2. The restricted stock units vest in three equal annual installments beginning March 25, 2027, subject to continued employment with the issuer or one of its subsidiaries.
Remarks:
Heidi M. Krings, Attorney-in-Fact 02/12/2026
** Signature of Reporting Person Date
Reminder: Report on a separate line for each class of securities beneficially owned directly or indirectly.
* If the form is filed by more than one reporting person, see Instruction 4 (b)(v).
** Intentional misstatements or omissions of facts constitute Federal Criminal Violations See 18 U.S.C. 1001 and 15 U.S.C. 78ff(a).
Note: File three copies of this Form, one of which must be manually signed. If space is insufficient, see Instruction 6 for procedure.
Persons who respond to the collection of information contained in this form are not required to respond unless the form displays a currently valid OMB Number.

FAQ

What insider transaction did CNO (CNO) report in this Form 4 filing?

The filing reports that Chief Accounting Officer Joel T. Koehneman received a grant of 2,100 restricted stock units on February 10, 2026. These units were awarded at a price of $0 per unit and increased his directly held restricted stock unit holdings to 5,292.

How many restricted stock units did Joel T. Koehneman receive from CNO (CNO)?

Joel T. Koehneman received 2,100 restricted stock units as an award from CNO Financial Group.
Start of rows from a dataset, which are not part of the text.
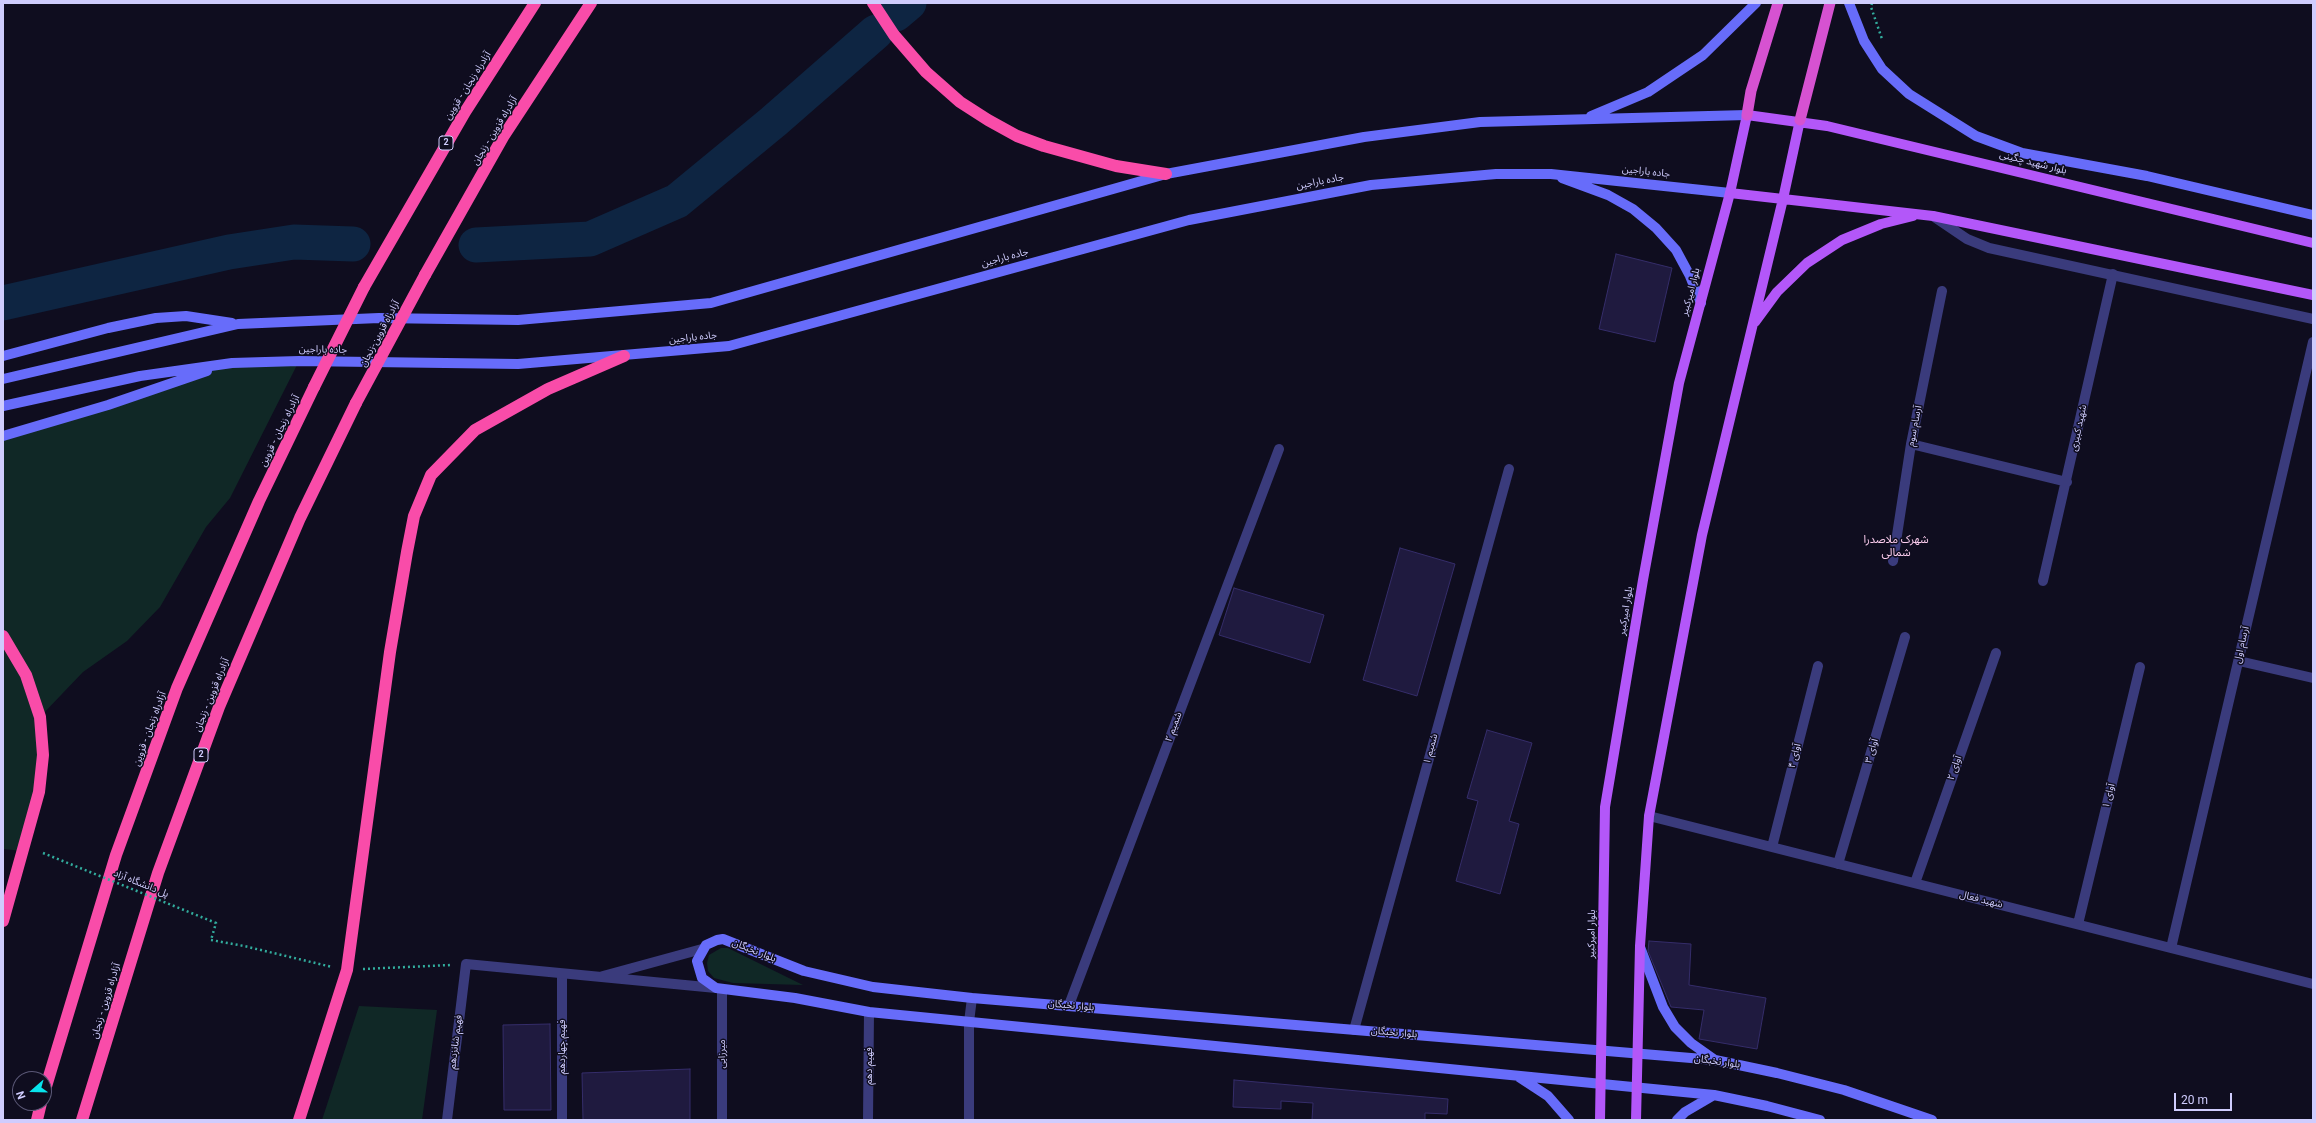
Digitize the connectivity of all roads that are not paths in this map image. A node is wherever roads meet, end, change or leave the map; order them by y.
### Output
1 (535, 3) edge
2 (591, 3) edge
3 (872, 3) edge
4 (1756, 3) edge
5 (1778, 3) edge
6 (1830, 3) edge
7 (1849, 3) edge
8 (1747, 115) junction
9 (1586, 118) junction
10 (1800, 120) junction
11 (1166, 174) junction
12 (1551, 174) junction
13 (1730, 194) junction
14 (1783, 199) junction
15 (1921, 215) junction
16 (2313, 215) edge
17 (1933, 216) junction
18 (2313, 243) edge
19 (2113, 274) junction
20 (425, 275) joint
21 (1942, 291) dead end
22 (2313, 295) edge
23 (1700, 303) junction
24 (2313, 319) edge
25 (238, 324) junction
26 (1752, 325) junction
27 (2313, 342) edge
28 (3, 356) edge
29 (624, 356) junction
30 (232, 363) junction
31 (3, 379) edge
32 (356, 403) joint
33 (3, 406) edge
34 (3, 436) edge
35 (1911, 444) junction
36 (1279, 449) dead end
37 (1509, 469) dead end
38 (2067, 482) junction
39 (1893, 561) dead end
40 (2043, 581) dead end
41 (3, 636) edge
42 (1905, 637) dead end
43 (1996, 653) dead end
44 (2239, 661) junction
45 (1818, 666) dead end
46 (2140, 667) dead end
47 (2313, 678) edge
48 (1649, 816) junction
49 (1772, 847) junction
50 (1838, 864) junction
51 (1915, 883) junction
52 (3, 921) edge
53 (2078, 924) junction
54 (1640, 946) junction
55 (2171, 948) junction
56 (702, 949) junction
57 (562, 975) junction
58 (594, 978) junction
59 (2313, 984) edge
60 (719, 988) junction
61 (972, 998) junction
62 (1068, 1005) junction
63 (869, 1012) junction
64 (970, 1022) junction
65 (1354, 1030) junction
66 (1602, 1050) junction
67 (1638, 1053) junction
68 (1716, 1060) junction
69 (51, 1071) edge
70 (1518, 1076) junction
71 (1601, 1084) junction
72 (1637, 1088) junction
73 (1714, 1095) junction
74 (82, 1120) edge
75 (299, 1120) edge
76 (447, 1120) edge
77 (562, 1120) edge
78 (722, 1120) edge
79 (868, 1120) edge
80 (969, 1120) edge
81 (1569, 1120) edge
82 (1600, 1120) edge
83 (1636, 1120) edge
84 (1677, 1120) edge
85 (1820, 1120) edge
86 (1932, 1120) edge

1 - 69 highway, آزادراه زنجان - قزوین / 2, bridge
2 - 20 highway, آزادراه قزوین - زنجان / 2
3 - 11 highway
4 - 9 main road
5 - 8 highway
6 - 10 highway
7 - 16 main road
8 - 9 main road
8 - 10 main road, بلوار شهید چگینی
8 - 13 main road, بلوار امیرکبیر
9 - 11 main road
10 - 14 main road
10 - 18 main road, بلوار شهید چگینی
11 - 25 main road
12 - 13 main road, جاده باراجین
12 - 23 main road
12 - 29 main road, جاده باراجین
13 - 14 main road, جاده باراجین
13 - 23 main road, بلوار امیرکبیر
14 - 15 main road
14 - 26 main road
15 - 17 main road
15 - 26 main road
17 - 19 street
17 - 22 main road
19 - 24 street
19 - 38 street, شهید کبیری
20 - 32 highway, آزادراه قزوین-زنجان / 2, bridge
21 - 35 street, آرسام سوم
23 - 66 main road, بلوار امیرکبیر
25 - 28 main road
25 - 31 main road
26 - 48 main road
27 - 44 street, آرسام اول
29 - 30 main road, جاده باراجین
29 - 75 highway
30 - 33 main road, جاده باراجین
30 - 34 main road, جاده باراجین
32 - 74 highway, آزادراه قزوین - زنجان / 2
35 - 38 street
35 - 39 street, آرسام سوم
36 - 62 street, شمیم ۲
37 - 65 street, شمیم ۱
38 - 40 street, شهید کبیری
41 - 52 highway
42 - 50 street, آوای ۳
43 - 51 street, آوای ۲
44 - 47 street
44 - 55 street, آرسام اول
45 - 49 street, آوای ۴
46 - 53 street, آوای ۱
48 - 49 street, شهید فعال
48 - 54 main road
49 - 50 street, شهید فعال
50 - 51 street, شهید فعال
51 - 53 street, شهید فعال
53 - 55 street, شهید فعال
54 - 67 main road
54 - 68 main road
55 - 59 street, شهید فعال
56 - 58 street
56 - 60 main road
56 - 61 main road, بلوار نخبگان
57 - 58 street
57 - 76 street, فهیم شانزدهم
57 - 77 street, فهیم چهاردهم
58 - 60 street
60 - 63 main road
60 - 78 street, میرزایی
61 - 62 main road, بلوار نخبگان
61 - 64 street
62 - 65 main road, بلوار نخبگان
63 - 64 main road
63 - 79 street, فهیم دهم
64 - 70 main road
64 - 80 street
65 - 66 main road, بلوار نخبگان
66 - 67 main road, بلوار نخبگان
66 - 71 main road, بلوار امیرکبیر
67 - 68 main road, بلوار نخبگان
67 - 72 main road
68 - 86 main road, بلوار نخبگان
70 - 71 main road
70 - 81 main road
71 - 72 main road
71 - 82 main road, بلوار امیرکبیر
72 - 73 main road
72 - 83 main road
73 - 84 main road
73 - 85 main road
This acquisition increased his total directly held restricted stock units to 5,292, reflecting his equity-based compensation as Chief Accounting Officer of the company.

What is the vesting schedule for Joel T. Koehneman’s CNO (CNO) restricted stock units?

The restricted stock units vest in three equal annual installments beginning March 25, 2027. Vesting is conditioned on continued employment with CNO Financial Group or one of its subsidiaries, meaning units are earned over time rather than immediately.

How do the CNO (CNO) restricted stock units convert into common stock?

Each restricted stock unit converts into one share of CNO Financial Group common stock on a one-for-one basis. This means that, once vested and settled, the 2,100 units could translate into 2,100 shares of common stock, subject to plan and award terms.

What is Joel T. Koehneman’s role at CNO (CNO) related to this equity grant?

Joel T. Koehneman serves as Chief Accounting Officer of CNO Financial Group and is an officer reporting person. The 2,100 restricted stock units reported in the Form 4 represent equity-based compensation tied to his executive role at the company.

What is Koehneman’s total restricted stock unit holding after this CNO (CNO) transaction?

After the February 10, 2026 grant, Joel T. Koehneman beneficially owns 5,292 restricted stock units directly. This total includes the newly awarded 2,100 units and reflects his accumulated unvested equity awards under CNO Financial Group’s compensation programs.